(Stored data)
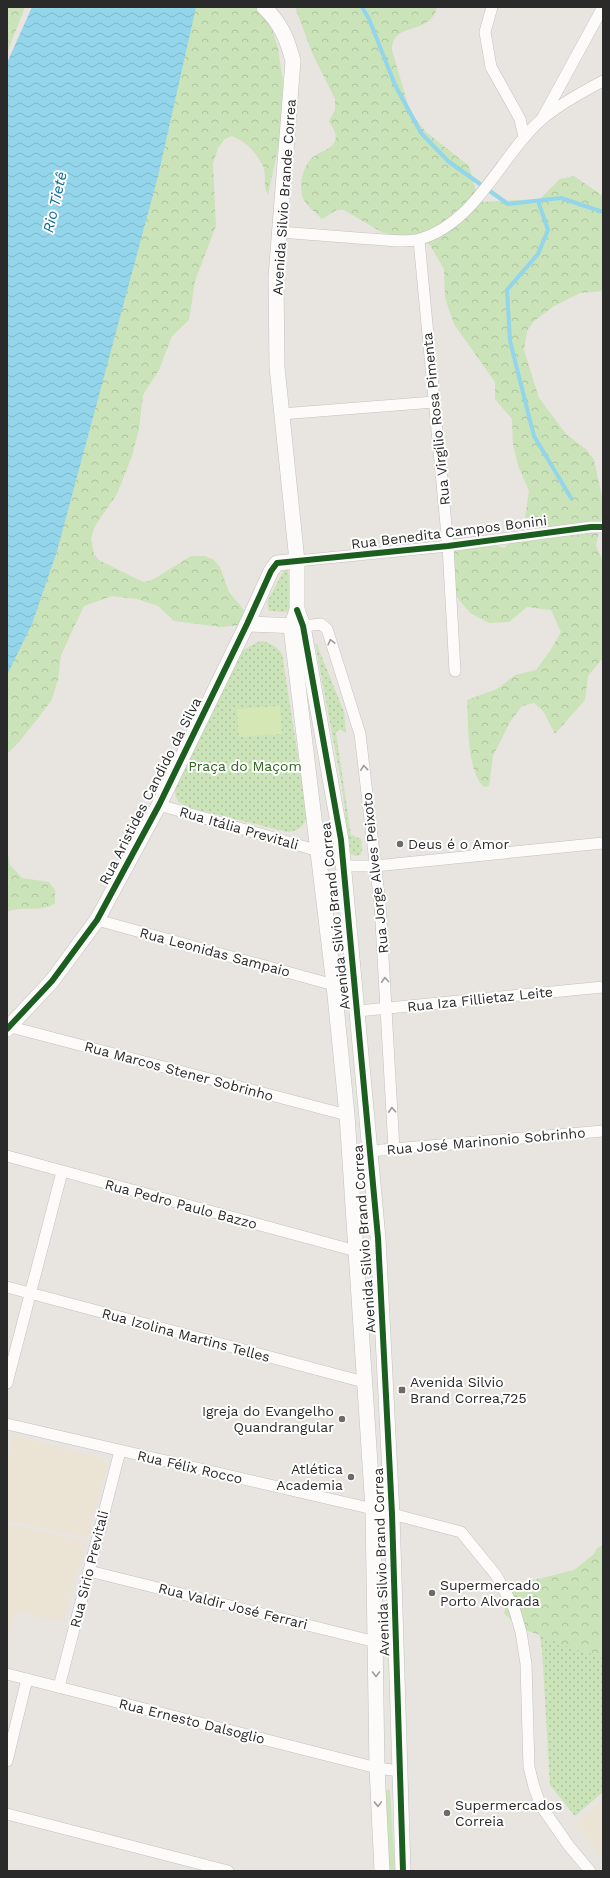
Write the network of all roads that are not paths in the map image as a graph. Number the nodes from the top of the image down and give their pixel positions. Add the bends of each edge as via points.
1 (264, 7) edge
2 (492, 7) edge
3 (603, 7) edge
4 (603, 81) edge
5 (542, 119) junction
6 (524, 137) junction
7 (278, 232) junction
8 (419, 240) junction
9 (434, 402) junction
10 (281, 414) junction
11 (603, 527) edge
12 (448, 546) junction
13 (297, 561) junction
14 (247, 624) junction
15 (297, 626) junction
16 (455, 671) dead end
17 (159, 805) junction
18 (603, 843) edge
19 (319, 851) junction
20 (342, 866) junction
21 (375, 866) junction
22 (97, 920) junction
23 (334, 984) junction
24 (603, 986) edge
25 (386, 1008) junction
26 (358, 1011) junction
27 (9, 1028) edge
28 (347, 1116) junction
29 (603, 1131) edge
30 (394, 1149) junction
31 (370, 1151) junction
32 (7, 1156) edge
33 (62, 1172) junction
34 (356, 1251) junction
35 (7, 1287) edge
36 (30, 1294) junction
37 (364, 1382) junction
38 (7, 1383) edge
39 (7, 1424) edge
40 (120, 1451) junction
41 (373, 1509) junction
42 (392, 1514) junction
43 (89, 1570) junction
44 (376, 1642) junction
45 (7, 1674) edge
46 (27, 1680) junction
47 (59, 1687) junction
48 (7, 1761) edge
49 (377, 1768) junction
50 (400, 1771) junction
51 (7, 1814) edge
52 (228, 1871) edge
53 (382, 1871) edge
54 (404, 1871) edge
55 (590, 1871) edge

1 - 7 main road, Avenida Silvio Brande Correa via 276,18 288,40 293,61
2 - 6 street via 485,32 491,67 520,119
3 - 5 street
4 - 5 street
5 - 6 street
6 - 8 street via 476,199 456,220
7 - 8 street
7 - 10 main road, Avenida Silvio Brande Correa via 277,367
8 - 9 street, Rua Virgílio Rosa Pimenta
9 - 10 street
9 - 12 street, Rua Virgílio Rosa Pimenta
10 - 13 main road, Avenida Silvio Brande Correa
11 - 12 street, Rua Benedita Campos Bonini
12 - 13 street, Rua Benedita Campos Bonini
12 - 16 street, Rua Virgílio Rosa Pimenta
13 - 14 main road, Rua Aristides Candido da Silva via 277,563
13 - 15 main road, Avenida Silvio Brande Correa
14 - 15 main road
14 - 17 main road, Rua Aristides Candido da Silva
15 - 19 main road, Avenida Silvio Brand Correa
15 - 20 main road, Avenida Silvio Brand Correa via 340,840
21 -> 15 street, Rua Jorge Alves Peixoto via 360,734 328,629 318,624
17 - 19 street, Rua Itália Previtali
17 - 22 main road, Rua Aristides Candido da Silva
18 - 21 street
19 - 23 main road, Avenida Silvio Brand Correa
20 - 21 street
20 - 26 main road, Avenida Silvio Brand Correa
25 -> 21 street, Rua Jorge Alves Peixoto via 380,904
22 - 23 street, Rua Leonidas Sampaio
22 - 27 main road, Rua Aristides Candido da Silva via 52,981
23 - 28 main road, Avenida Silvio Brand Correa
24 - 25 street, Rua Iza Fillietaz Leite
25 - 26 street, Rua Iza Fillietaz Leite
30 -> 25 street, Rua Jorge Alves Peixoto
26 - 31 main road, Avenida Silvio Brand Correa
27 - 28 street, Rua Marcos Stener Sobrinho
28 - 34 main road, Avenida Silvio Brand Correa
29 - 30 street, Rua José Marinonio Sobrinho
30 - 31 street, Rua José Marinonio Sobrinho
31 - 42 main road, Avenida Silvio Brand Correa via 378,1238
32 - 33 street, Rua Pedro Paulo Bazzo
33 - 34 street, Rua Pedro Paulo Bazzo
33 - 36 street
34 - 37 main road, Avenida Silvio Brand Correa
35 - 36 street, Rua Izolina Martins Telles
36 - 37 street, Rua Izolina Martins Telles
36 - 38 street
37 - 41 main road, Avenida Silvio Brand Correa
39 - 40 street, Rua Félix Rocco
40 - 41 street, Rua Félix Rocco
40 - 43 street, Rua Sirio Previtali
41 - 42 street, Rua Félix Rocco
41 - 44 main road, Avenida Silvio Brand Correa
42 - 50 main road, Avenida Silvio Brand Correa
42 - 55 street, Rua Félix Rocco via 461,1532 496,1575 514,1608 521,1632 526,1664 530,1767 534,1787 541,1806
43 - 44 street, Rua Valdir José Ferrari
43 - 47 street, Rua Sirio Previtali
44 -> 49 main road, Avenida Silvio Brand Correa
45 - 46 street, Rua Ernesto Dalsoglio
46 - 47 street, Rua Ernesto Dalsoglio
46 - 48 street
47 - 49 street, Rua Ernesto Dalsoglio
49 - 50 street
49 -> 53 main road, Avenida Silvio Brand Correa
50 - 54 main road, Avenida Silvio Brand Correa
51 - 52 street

■ Your task
Please set down every record above exactly as it appears, leaving out the pictures.

■ Response
Write the network of all roads that are not paths in the map image as a graph. Number the nodes from the top of the image down and give their pixel positions. Add the bends of each edge as via points.
1 (264, 7) edge
2 (492, 7) edge
3 (603, 7) edge
4 (603, 81) edge
5 (542, 119) junction
6 (524, 137) junction
7 (278, 232) junction
8 (419, 240) junction
9 (434, 402) junction
10 (281, 414) junction
11 (603, 527) edge
12 (448, 546) junction
13 (297, 561) junction
14 (247, 624) junction
15 (297, 626) junction
16 (455, 671) dead end
17 (159, 805) junction
18 (603, 843) edge
19 (319, 851) junction
20 (342, 866) junction
21 (375, 866) junction
22 (97, 920) junction
23 (334, 984) junction
24 (603, 986) edge
25 (386, 1008) junction
26 (358, 1011) junction
27 (9, 1028) edge
28 (347, 1116) junction
29 (603, 1131) edge
30 (394, 1149) junction
31 (370, 1151) junction
32 (7, 1156) edge
33 (62, 1172) junction
34 (356, 1251) junction
35 (7, 1287) edge
36 (30, 1294) junction
37 (364, 1382) junction
38 (7, 1383) edge
39 (7, 1424) edge
40 (120, 1451) junction
41 (373, 1509) junction
42 (392, 1514) junction
43 (89, 1570) junction
44 (376, 1642) junction
45 (7, 1674) edge
46 (27, 1680) junction
47 (59, 1687) junction
48 (7, 1761) edge
49 (377, 1768) junction
50 (400, 1771) junction
51 (7, 1814) edge
52 (228, 1871) edge
53 (382, 1871) edge
54 (404, 1871) edge
55 (590, 1871) edge

1 - 7 main road, Avenida Silvio Brande Correa via 276,18 288,40 293,61
2 - 6 street via 485,32 491,67 520,119
3 - 5 street
4 - 5 street
5 - 6 street
6 - 8 street via 476,199 456,220
7 - 8 street
7 - 10 main road, Avenida Silvio Brande Correa via 277,367
8 - 9 street, Rua Virgílio Rosa Pimenta
9 - 10 street
9 - 12 street, Rua Virgílio Rosa Pimenta
10 - 13 main road, Avenida Silvio Brande Correa
11 - 12 street, Rua Benedita Campos Bonini
12 - 13 street, Rua Benedita Campos Bonini
12 - 16 street, Rua Virgílio Rosa Pimenta
13 - 14 main road, Rua Aristides Candido da Silva via 277,563
13 - 15 main road, Avenida Silvio Brande Correa
14 - 15 main road
14 - 17 main road, Rua Aristides Candido da Silva
15 - 19 main road, Avenida Silvio Brand Correa
15 - 20 main road, Avenida Silvio Brand Correa via 340,840
21 -> 15 street, Rua Jorge Alves Peixoto via 360,734 328,629 318,624
17 - 19 street, Rua Itália Previtali
17 - 22 main road, Rua Aristides Candido da Silva
18 - 21 street
19 - 23 main road, Avenida Silvio Brand Correa
20 - 21 street
20 - 26 main road, Avenida Silvio Brand Correa
25 -> 21 street, Rua Jorge Alves Peixoto via 380,904
22 - 23 street, Rua Leonidas Sampaio
22 - 27 main road, Rua Aristides Candido da Silva via 52,981
23 - 28 main road, Avenida Silvio Brand Correa
24 - 25 street, Rua Iza Fillietaz Leite
25 - 26 street, Rua Iza Fillietaz Leite
30 -> 25 street, Rua Jorge Alves Peixoto
26 - 31 main road, Avenida Silvio Brand Correa
27 - 28 street, Rua Marcos Stener Sobrinho
28 - 34 main road, Avenida Silvio Brand Correa
29 - 30 street, Rua José Marinonio Sobrinho
30 - 31 street, Rua José Marinonio Sobrinho
31 - 42 main road, Avenida Silvio Brand Correa via 378,1238
32 - 33 street, Rua Pedro Paulo Bazzo
33 - 34 street, Rua Pedro Paulo Bazzo
33 - 36 street
34 - 37 main road, Avenida Silvio Brand Correa
35 - 36 street, Rua Izolina Martins Telles
36 - 37 street, Rua Izolina Martins Telles
36 - 38 street
37 - 41 main road, Avenida Silvio Brand Correa
39 - 40 street, Rua Félix Rocco
40 - 41 street, Rua Félix Rocco
40 - 43 street, Rua Sirio Previtali
41 - 42 street, Rua Félix Rocco
41 - 44 main road, Avenida Silvio Brand Correa
42 - 50 main road, Avenida Silvio Brand Correa
42 - 55 street, Rua Félix Rocco via 461,1532 496,1575 514,1608 521,1632 526,1664 530,1767 534,1787 541,1806
43 - 44 street, Rua Valdir José Ferrari
43 - 47 street, Rua Sirio Previtali
44 -> 49 main road, Avenida Silvio Brand Correa
45 - 46 street, Rua Ernesto Dalsoglio
46 - 47 street, Rua Ernesto Dalsoglio
46 - 48 street
47 - 49 street, Rua Ernesto Dalsoglio
49 - 50 street
49 -> 53 main road, Avenida Silvio Brand Correa
50 - 54 main road, Avenida Silvio Brand Correa
51 - 52 street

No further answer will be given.